The survey was conducted between July 1 and 11. Then, as now, there was no word from Apple that a new iPhone is coming, though the company has released one every summer since 2007, usually in June. A variety of factors, likely including component shortages and the introduction of an iPhone 4 for Verizon Wireless in February, postponed this year's refresh.
"Our survey data confirms the strong following Apple has built around its iPhone, with more than one-third of consumers planning to upgrade to the latest model only a little over a year following the release of the iPhone 4," said Graham Jones, general manager of PriceGrabber, a division of credit-monitoring agency Experian. "Anticipation and brand loyalty are certainly high, but in today's 24/7 work culture and uncertain economic environment, consumers are cautious to look for a reasonably priced phone that will perform optimally over an extended time period."
Fans of the iPhone often cite the user experience, enhanced by hundreds of thousands of available apps. But the survey found that a majority who plan to get the phone, 59 percent, also believe it has a longer battery life.
Fifty-five percent are looking for a cost reduction in their next device (the lowest-priced 8GB iPhone is $199.) Forty-six percent said 4G data speed is important, while 45 percent are hoping for a bigger screen and 42 percent want an improved camera.
Better Battery Life?
Apple's iOS, due for an upgrade this fall and used in iPads and iPod touch devices as well as iPhones, also scored high in the survey, getting thumbs-up from 48 percent of survey respondents, compared with just 19 percent who prefer Google's Android OS, seven percent who favor Microsoft's Windows Phone 7 or earlier systems, and six percent who like Research In Motion's BlackBerry OS.
While 69 percent of consumers said they would most like to receive an iPhone 5 as a gift, the runners-up, trailing far behind, were Motorola's upcoming Droid Bionic at seven percent, four percent for the upcoming Samsung Galaxy S II, and three percent for the BlackBerry Curve.

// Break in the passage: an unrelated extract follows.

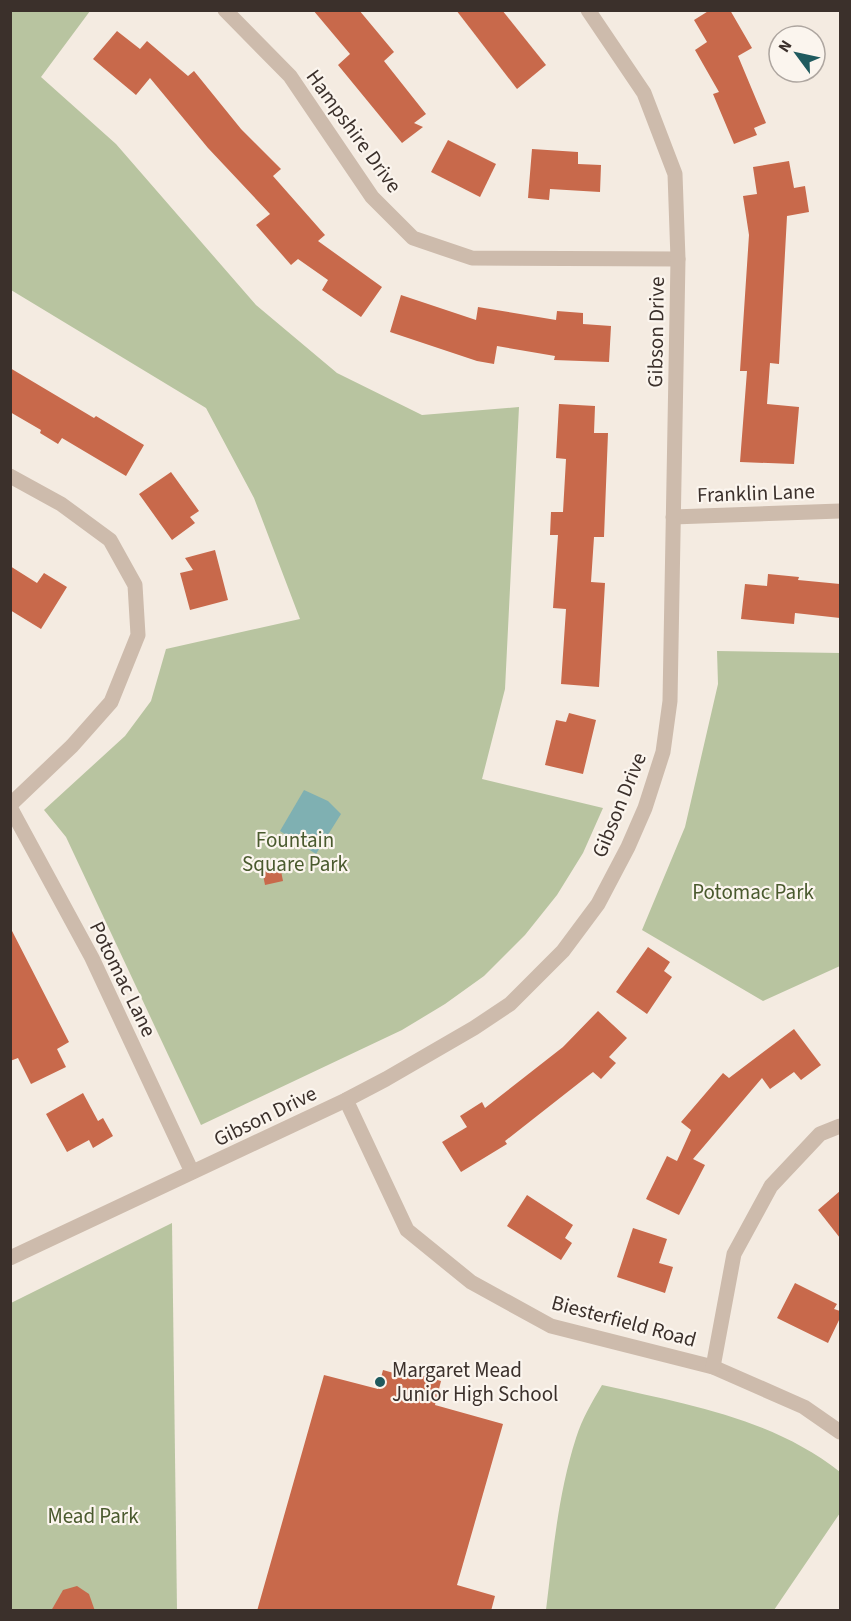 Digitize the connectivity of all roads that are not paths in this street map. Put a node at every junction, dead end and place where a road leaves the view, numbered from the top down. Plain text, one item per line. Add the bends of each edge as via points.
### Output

The iPhone findings conflict with recent surveys showing that Android devices are overpowering Apple in the smartphone market. A study by Research in the first quarter found that Android-device shipments in the U.S. made up 36 percent of the market, compared to 16.8 percent for Apple.
"The desire factor on iPhone is very high," said analyst Gerry Purdy of Mobiletrax. "There are a number of people who say, 'I'd love to have an iPhone,' but when it comes time to buy, they find that the family plan doesn't allow for it or a parent doesn't allow for it, or their plan" doesn't allow an upgrade yet, he said.
"They don't have 35 percent of the market yet, but the way they are going they could certainly end up with 25 percent before long," Purdy added.
Posted: 2011-07-25 @ 8:48pm PT
Has anyone noticed that Android is always measured in "shipments" and never actual sales? I've seen that statistical slight of hand too often in the tech industry to fall for it again.
Posted: 2011-07-25 @ 6:44pm PT
Android marketshare growth flatlined at 28% over the last two quarters, while the iPhone surged from 10% to 17%. Of course this had something to do with Verzion... now that people have a choice.
I expect to see Android and the iPhone within 5% of each other by Xmas quarter.
Android tablet growth also declined...
"Breakdown by Google of Android devices in use by screen size. “Xlarge” is defined as any screen 7 inches or larger. By Google’s count, only 0.9% of activated in-use devices are tablets. Multiply that by the 135 million total Android “devices” that Larry Page announced last week during Google’s quarterly analyst call, and you get 1.21 million tablets. Compare that to the 28.73 million iPads Apple sold through the end of June."
The more carriers/countries the iPhone is on/in the faster we see Android decline.